**WORK ORDER**
Only a number is wanted here: the count of lines in the data below where the string "check" occurs.

**Entries taken from a collection**
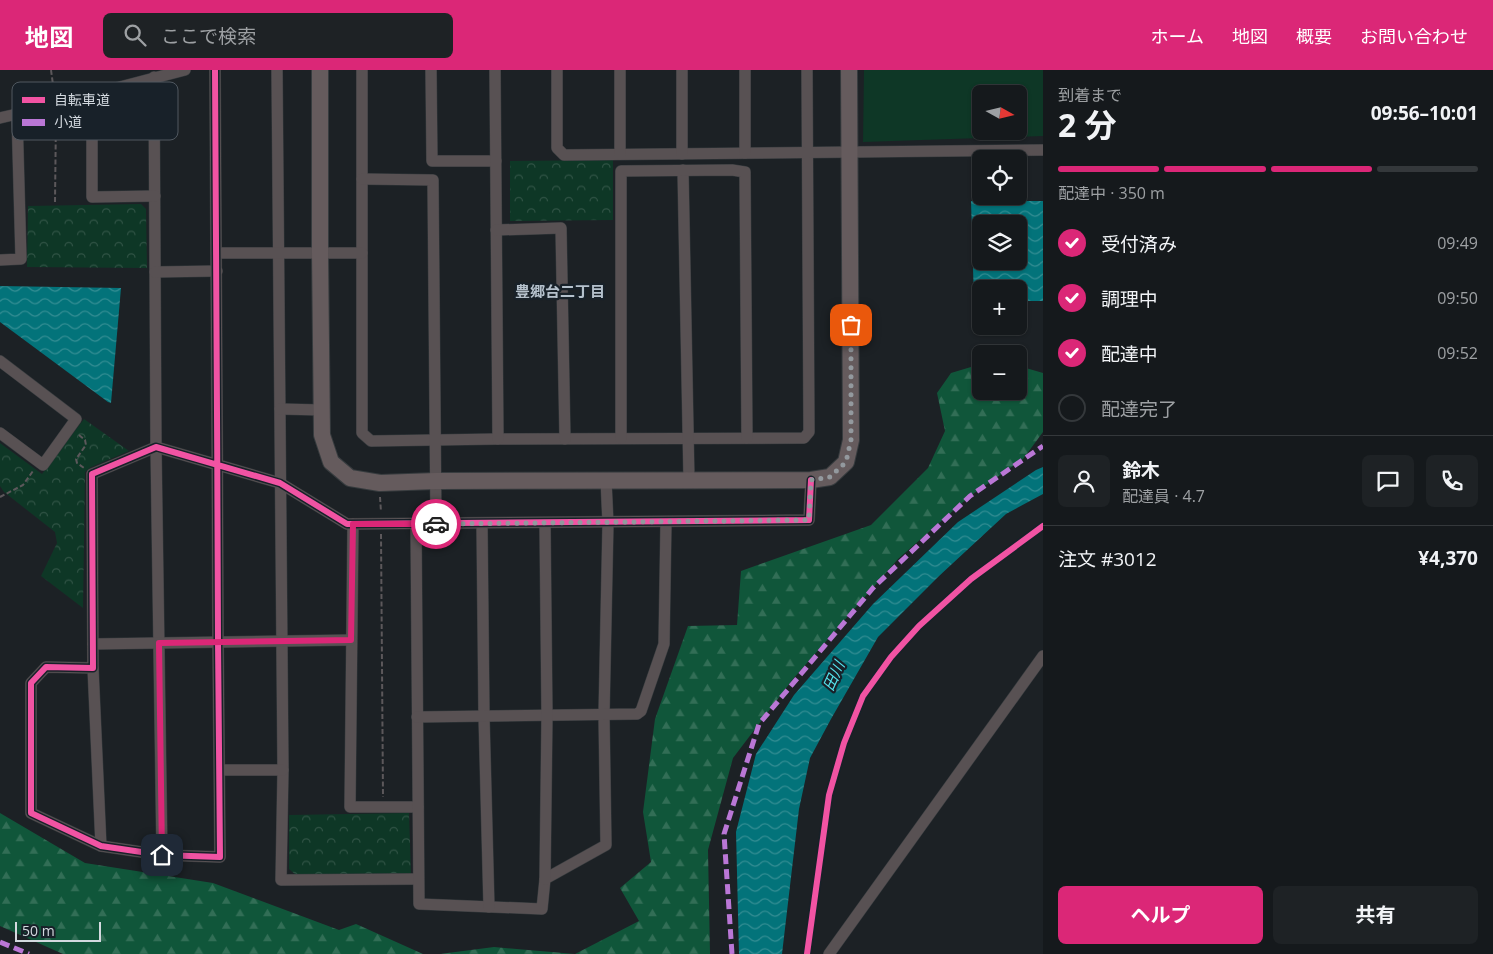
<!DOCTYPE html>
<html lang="ja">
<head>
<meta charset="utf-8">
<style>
  :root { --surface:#15191c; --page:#1e2225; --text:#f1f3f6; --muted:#9da0a3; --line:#34383b; --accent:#db2777 }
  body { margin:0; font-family:"Open Sans","Noto Sans JP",sans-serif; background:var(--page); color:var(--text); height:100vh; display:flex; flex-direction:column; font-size:19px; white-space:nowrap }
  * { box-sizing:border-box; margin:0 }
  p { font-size:16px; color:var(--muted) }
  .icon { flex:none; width:28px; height:28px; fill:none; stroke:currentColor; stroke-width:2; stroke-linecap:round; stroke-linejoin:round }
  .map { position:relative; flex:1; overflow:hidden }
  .drawer { display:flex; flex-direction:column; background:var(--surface); width:450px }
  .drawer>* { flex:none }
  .needle { width:32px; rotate:98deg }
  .controls { position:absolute; left:972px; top:15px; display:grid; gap:10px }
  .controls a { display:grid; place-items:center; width:55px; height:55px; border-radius:8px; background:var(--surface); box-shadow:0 1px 4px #0004,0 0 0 1px var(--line); font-size:25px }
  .scale { position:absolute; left:15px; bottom:12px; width:86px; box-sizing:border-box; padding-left:5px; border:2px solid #d3d9df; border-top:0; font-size:14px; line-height:18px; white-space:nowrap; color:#d3d9df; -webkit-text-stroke:4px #182129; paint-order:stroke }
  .pin { position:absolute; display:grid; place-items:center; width:42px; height:42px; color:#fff; margin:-21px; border-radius:10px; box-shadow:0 2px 8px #0006 }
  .courier { position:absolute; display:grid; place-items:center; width:50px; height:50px; margin:-25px; border:4px solid #db2777; border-radius:50%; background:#fff; color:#222; box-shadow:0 1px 6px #0007 }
  .head em { font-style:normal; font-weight:700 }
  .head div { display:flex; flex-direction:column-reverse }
  .head { display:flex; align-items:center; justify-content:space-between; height:85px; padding:0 15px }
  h1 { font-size:32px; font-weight:700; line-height:38px }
  .bar { display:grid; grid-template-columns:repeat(4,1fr); gap:8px 5px; align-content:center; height:60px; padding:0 15px }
  .bar i { height:6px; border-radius:4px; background:var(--line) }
  .bar .on { background:var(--accent) }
  .bar p { grid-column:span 4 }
  .line { display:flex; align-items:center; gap:12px; padding:0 15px; border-top:1px solid var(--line) }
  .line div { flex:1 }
  .round { display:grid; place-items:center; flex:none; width:52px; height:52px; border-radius:8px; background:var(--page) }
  ol { padding:0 15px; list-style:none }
  li { display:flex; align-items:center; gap:15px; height:55px }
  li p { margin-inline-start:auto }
  li .icon { padding:5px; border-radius:50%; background:var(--accent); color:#fff; stroke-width:4 }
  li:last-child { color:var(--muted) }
  li i { width:28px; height:28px; border:2px solid var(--line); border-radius:50% }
  .cta { display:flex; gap:10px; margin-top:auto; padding:10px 15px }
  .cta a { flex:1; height:58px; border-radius:8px; background:var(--accent); color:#fff; font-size:20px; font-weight:700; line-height:58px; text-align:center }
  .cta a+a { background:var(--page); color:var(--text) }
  header { display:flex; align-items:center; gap:30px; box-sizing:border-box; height:70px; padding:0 25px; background:var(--accent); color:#fff }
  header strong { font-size:24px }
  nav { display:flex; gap:28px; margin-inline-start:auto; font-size:18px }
  .search { width:350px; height:45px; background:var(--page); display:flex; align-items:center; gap:12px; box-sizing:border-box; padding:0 18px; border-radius:8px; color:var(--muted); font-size:19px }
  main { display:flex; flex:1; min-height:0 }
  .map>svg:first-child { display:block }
  .grass { fill:#0e3726; fill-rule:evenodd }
  .forest { fill:url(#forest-firs) }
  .park { fill:url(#park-crowns) }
  .water { fill:url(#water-waves); fill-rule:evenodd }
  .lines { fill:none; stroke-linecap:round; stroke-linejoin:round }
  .street-casing { stroke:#363b3e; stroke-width:12 }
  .secondary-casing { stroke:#363b3e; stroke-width:18 }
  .path { stroke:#5c585b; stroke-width:2; stroke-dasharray:5 2.5; stroke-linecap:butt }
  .street { stroke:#585153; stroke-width:11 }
  .secondary { stroke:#655b5d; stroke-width:16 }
  .quiet { stroke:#ba77d6; stroke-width:5; stroke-dasharray:10 5; stroke-linecap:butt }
  .cycleway-casing { stroke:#182129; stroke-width:9 }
  .cycleway { stroke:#f153a3; stroke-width:6 }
  .done { stroke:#93999e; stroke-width:5; stroke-dasharray:0 9 }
  .route { stroke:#db2777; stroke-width:6 }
  .labels { text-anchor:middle; stroke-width:4.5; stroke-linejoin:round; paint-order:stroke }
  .neighbourhood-label { font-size:15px; font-weight:bold; fill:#b5c1cc; stroke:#182129 }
  .water-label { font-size:15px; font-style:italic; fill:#55e4ee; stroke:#182129 }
  .key { fill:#182129; stroke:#505860; stroke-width:1 }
  .key-label { font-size:14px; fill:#d3d9df }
</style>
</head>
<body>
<header>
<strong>地図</strong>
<div class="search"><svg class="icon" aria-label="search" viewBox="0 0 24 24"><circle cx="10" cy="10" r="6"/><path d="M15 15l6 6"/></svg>ここで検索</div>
<nav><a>ホーム</a><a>地図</a><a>概要</a><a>お問い合わせ</a></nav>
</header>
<main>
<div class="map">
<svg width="1043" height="884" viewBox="0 0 1043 884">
  <defs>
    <pattern id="forest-firs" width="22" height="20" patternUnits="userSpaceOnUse" patternTransform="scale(1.25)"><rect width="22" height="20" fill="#10563a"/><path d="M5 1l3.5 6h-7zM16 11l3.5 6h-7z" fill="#326e56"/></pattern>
    <pattern id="park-crowns" width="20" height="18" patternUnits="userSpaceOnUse" patternTransform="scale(1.25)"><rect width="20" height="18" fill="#0e3726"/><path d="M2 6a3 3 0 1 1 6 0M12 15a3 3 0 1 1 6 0" fill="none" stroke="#305345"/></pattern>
    <pattern id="water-waves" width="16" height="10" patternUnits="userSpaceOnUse" patternTransform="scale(1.25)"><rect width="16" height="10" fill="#03737a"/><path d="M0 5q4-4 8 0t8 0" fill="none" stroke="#338d93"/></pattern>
  </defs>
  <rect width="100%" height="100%" fill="#1c2125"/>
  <path class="grass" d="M864 0H1043V66L863 72ZM981 24H1019V61H981Z"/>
  <g class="forest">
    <polygon points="981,294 981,321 1019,321 1019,296 1043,303 1043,362 1023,389 970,426 898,489 793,609 733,688 708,780 710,884 440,884 494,877 575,884 639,851 620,818 651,792 643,742 655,649 688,556 737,555 741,501 871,455 928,398 945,361 937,323 951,303"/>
    <polygon points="0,743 85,793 213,813 339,860 356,854 423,884 63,884 0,856"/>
  </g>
  <g class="park">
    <polygon points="613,90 613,150 510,151 510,91"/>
    <polygon points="141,134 146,139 147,198 27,197 28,136"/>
    <polygon points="84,349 129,381 91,397 85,402 83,538 41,506 57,473 55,462 4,422 0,416 0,373 42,404"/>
    <polygon points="409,743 411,804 296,805 289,799 289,745"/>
  </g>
  <g class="water">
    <path d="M971 131H1043V231H1019V219H981V231H974ZM981 154H1019V191H981Z"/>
    <polygon points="0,216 121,218 111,333 108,332 0,252"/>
    <polygon points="1043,397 1043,424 1006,444 939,506 878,567 831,649 810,688 799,739 782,884 739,884 736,762 756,684 794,625 873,534 958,452 1036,400"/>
  </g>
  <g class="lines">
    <defs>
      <g id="street">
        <path d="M215 0C217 190 217 380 218 570 218 642 220 715 220 787L162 785 101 776 31 743V613L46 597 93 598 92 404 156 377 280 413 347 454 809 450 811 410"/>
        <polyline points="277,0 283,700 281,810 418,809"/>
        <polyline points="362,0 362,363 371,371 498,369 804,368 809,362 807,0"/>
        <polyline points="431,0 432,91 496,91"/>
        <polyline points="495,0 498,369"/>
        <polyline points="557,0 557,78 564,85 1043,80"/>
        <polyline points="682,0 682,84"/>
        <polyline points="745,0 745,83"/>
        <polyline points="154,7 156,377 162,785"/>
        <polyline points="92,24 92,127 155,126"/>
        <polyline points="17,44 185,0"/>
        <polyline points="0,48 17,44 21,189 0,190"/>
        <polyline points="620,84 620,0"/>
        <polyline points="683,100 689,410"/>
        <polyline points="362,109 433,110 436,454"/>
        <polyline points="496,160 561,158 565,369"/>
        <polyline points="217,183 362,183"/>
        <polyline points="155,202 217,201"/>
        <polyline points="0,291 76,349 43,395 0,363"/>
        <polyline points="280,339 322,340"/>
        <polyline points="621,368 621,101 732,100 745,102 747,368"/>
        <polyline points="353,454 350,737 418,737"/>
        <polyline points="416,454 419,834 542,839 545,809 606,775 604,645 608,453 606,410"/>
        <polyline points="482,454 484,646 489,837"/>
        <polyline points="93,574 351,570"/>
        <polyline points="93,598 101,776"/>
        <polyline points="417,647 637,644 641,641 664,574 666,452"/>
        <polyline points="220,700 283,700"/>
        <polyline points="545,809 547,646 545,453"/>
        <polyline points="829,884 1043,586"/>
      </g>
      <polyline id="secondary" points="320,0 320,183 322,365 331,392 350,408 380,413 436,411 811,410 830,407 846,392 851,370 849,0"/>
    </defs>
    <use href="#street" class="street-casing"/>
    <use href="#secondary" class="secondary-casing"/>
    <g class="path">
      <polyline points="51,0 54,22"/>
      <polyline points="55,132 56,45"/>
      <polyline points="79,365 85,370 86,375 76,389 77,393 84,398"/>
      <polyline points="0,427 23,415 33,401"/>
      <polyline points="380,427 381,442"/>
      <polyline points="381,464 383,727"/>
    </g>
    <use href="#street" class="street"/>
    <use href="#secondary" class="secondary"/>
    <g class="quiet">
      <polyline points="0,872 29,884"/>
      <polyline points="732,884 724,764 759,654 873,518 970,426 1043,376"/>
    </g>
    <defs>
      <g id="cycleway">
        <path d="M215 0C217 190 217 380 218 570 218 642 220 715 220 787L162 785 101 776 31 743V613L46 597 93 598 92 404 156 377 280 413 347 454 809 450 811 410"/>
        <polyline points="807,884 829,725 844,673 863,626 891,587 919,556 971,509 1043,456"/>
      </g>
    </defs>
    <use href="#cycleway" class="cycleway-casing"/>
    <use href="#cycleway" class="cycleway"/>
  </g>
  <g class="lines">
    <polyline class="done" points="436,454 809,450 811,410 830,407 846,392 851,370 851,255"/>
    <polyline class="route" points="162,785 159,573 351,570 353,454 436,454"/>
  </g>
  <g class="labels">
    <g class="neighbourhood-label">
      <text x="560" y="227">豊郷台二丁目</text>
    </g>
    <g class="water-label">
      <text transform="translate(834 606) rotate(-65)" y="5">田川</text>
    </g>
  </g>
  <rect x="12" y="12" width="166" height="58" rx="8" class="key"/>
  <rect x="22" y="27" width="23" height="6" fill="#f153a3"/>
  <rect x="22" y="49" width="23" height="7" fill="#ba77d6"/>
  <g class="key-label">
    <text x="54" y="35">自転車道</text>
    <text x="54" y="57">小道</text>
  </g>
</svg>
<div class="controls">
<a><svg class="needle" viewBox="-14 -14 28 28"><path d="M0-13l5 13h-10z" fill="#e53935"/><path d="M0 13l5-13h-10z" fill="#9da0a3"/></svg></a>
<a><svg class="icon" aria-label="locate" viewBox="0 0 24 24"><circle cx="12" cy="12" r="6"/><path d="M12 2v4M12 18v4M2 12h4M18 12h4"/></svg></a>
<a><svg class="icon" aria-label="layers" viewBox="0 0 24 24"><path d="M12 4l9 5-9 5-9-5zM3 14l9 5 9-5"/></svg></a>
<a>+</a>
<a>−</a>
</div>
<div class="scale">50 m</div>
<div class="pin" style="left:851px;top:255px;background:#ea580c"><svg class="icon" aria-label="bag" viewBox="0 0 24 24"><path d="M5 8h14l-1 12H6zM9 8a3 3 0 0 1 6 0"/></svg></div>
<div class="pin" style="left:162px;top:785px;background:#1f2937"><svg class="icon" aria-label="home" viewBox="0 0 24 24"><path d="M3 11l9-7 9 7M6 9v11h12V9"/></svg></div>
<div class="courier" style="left:436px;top:454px"><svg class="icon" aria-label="car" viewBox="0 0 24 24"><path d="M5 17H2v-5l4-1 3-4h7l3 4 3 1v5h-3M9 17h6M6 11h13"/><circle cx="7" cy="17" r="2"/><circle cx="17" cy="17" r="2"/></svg></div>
</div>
<section class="drawer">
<div class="head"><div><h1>2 分</h1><p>到着まで</p></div><em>09:56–10:01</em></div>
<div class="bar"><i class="on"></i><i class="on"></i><i class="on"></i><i></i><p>配達中 · 350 m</p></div>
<ol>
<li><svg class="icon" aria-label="check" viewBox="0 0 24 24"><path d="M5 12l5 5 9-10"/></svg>受付済み<p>09:49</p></li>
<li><svg class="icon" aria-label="check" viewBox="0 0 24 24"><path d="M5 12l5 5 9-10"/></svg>調理中<p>09:50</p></li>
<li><svg class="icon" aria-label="check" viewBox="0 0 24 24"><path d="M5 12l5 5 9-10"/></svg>配達中<p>09:52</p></li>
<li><i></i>配達完了</li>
</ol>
<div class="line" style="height:90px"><a class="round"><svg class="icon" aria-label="person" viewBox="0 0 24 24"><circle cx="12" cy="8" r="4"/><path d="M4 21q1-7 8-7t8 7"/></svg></a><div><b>鈴木</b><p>配達員 · 4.7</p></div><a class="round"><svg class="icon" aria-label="chat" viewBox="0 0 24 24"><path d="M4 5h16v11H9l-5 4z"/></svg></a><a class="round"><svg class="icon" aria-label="phone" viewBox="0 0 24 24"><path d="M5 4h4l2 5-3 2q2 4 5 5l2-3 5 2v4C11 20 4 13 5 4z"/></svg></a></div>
<div class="line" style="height:65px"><div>注文 #3012</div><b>¥4,370</b></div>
<div class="cta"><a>ヘルプ</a><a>共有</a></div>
</section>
</main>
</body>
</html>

**ANSWER TO THE PROBLEM**
3